There’s a need for more police research
Urban uprisings in the 1960s and the subsequent Kerner Commission opened up police departments for more research. The federal government seemed to grasp that fundamental changes were needed in American policing and funded research into their daily operations. In the 1970s and 1980s, academics produced a lot of crucial work about police; this often involved the researcher spending extensive time with officers during their daily patrol work, in a quasi-anthropological setting. But that is no longer the case. Police departments (perhaps understandably) seem reluctant to open their internal operations to critical researchers.

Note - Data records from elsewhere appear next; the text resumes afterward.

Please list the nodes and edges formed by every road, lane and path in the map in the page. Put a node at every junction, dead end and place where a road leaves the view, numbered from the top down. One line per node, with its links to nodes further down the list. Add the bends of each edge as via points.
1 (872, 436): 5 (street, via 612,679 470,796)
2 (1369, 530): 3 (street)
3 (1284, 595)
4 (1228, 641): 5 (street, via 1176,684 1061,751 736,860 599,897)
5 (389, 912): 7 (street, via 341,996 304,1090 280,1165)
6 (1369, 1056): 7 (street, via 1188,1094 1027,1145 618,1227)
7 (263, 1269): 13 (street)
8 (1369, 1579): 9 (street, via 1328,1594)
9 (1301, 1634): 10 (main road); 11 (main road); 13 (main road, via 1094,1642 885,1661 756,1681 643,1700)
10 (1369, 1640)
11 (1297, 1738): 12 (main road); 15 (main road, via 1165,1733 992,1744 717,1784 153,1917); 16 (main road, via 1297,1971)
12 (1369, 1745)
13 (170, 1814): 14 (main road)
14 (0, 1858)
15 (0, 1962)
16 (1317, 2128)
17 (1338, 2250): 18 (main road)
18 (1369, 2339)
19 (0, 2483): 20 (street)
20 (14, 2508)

Sometimes — though rarely — officers themselves are the researchers. Peter Moskos’s “Cop in the Hood” and Jonathan Wender’s “Policing and the Poetics of Everyday Life” are two excellent examples of “Ph.D. cop” books. (I especially enjoy Wender’s eclectic book, which draws on art history and aesthetic theory to help explain patrol work).
This enclosure has different effects on police research. Those who join police patrols or investigators for research likely are those who are comfortable within that world (to wit, most of the authors I recommended are male and white, though some did research in predominately non-white departments). Many of the most influential criminal justice journals publish mostly quantitative, statistical research. This aggregate statistical research provides less of an intensive insight into officers’ everyday feelings and judgments, which often are central to good anthropological and ethnographic research.
Perhaps the recent protests will spur more funding for critical research, but that will require the cooperation of police departments. As the police’s job entails helping diverse people live together, I am cautiously optimistic that the current crisis will encourage them to open their doors to critical research.